On the opposite side of the clearing, beneath the shelter of vast leaves high up in the jungle canopy, Dinalt, Tzula and Brandd huddled around a smaller fire studying the tome that had not left Brandd’s side since the day she, Dinalt and nearly a full battalion of Cadians had battled across a daemon world to take possession of it. Dinalt, Brandd, Chao, Liall and K’Cee escaped with both the book and their lives. The other half of their strike team and thousands of Imperial Guardsmen did not.
‘I still have my doubts about your interpretation of the text, Brandd. If this is indeed the Hellfire Tome, then why does it tell us exactly where to find the stone? The written works of the Ruinous Powers usually come veiled in deceit and lies, not as point-by-point guides to finding unholy artefacts,’ Tzula said, precipitation streaking down the sleeves of her bodyglove.

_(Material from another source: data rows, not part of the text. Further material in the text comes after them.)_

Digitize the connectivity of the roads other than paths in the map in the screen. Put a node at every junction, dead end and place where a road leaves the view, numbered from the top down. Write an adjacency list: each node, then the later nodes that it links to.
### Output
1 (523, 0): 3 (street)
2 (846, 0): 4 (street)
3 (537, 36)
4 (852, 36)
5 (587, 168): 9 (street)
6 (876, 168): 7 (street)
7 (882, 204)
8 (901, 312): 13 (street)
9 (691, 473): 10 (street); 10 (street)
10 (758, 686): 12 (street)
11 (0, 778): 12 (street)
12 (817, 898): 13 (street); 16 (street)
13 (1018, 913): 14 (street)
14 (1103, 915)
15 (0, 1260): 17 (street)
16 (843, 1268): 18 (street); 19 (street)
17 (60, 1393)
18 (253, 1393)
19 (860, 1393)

Her robes hung suspended between two tree branches drying in the warmth of the fire.
‘It doesn’t say “exactly” where the stone is, only where it is likely to manifest on any given occasion,’
Brandd said, contemptuously. ‘Based on previous appearances and using the formulae in the tome, I have a seventy-one per cent certainty that the Hellfire Stone is at those exact co-ordinates.’ She pointed at the portable auspex unit strapped to Tzula’s belt. ‘Though for how long, I cannot be certain.’
‘And you’re happy to go along with this?’ Tzula said to Dinalt.
‘If there was only a one per cent chance of finding the stone, I still would have done everything I’ve done, spent all those lives.’ There was a solemnity to Dinalt’s voice that neither woman had heard. ‘It will be another forty years before it manifests within the material realm again. We have the means to destroy it.’ He motioned to the knife sheathed in Tzula’s belt. ‘If we now find ourselves with the opportunity then we must act.’
For the majority of Mikhail Dinalt’s almost two centuries of service to the Golden Throne, he had been fixated with the Hellfire Stone, a debased artefact with rumoured power prodigious enough to open a portal directly to a point deep within the Eye of Terror. That its power remained only rumour was thanks in no small part to the vigilance and duty of Dinalt. As a junior interrogator, he and his then master, Thaddeus Lazarou, had infiltrated a cult bent on activating the stone and brought it down from within. Their mission was successful but Lazarou suffered grievous wounds. As the old inquisitor lay dying in his apprentice’s arms, Dinalt was made to swear that he would devote his life to ridding the Imperium of the stone’s threat.
Quickly rising to the rank of inquisitor, Dinalt dedicated himself to unearthing the secrets of the Hellfire Stone with a zeal befitting a far more seasoned agent of the Ordo Malleus. Where cults sprang up in veneration of the stone, Dinalt was there to put them down. Where Traitor Astartes warbands sought to harness the stone’s power for themselves, Dinalt was there to counter them. And where scrolls, scriptures and tomes surfaced with even the merest mention of the Hellfire Stone, Dinalt was there to claim them.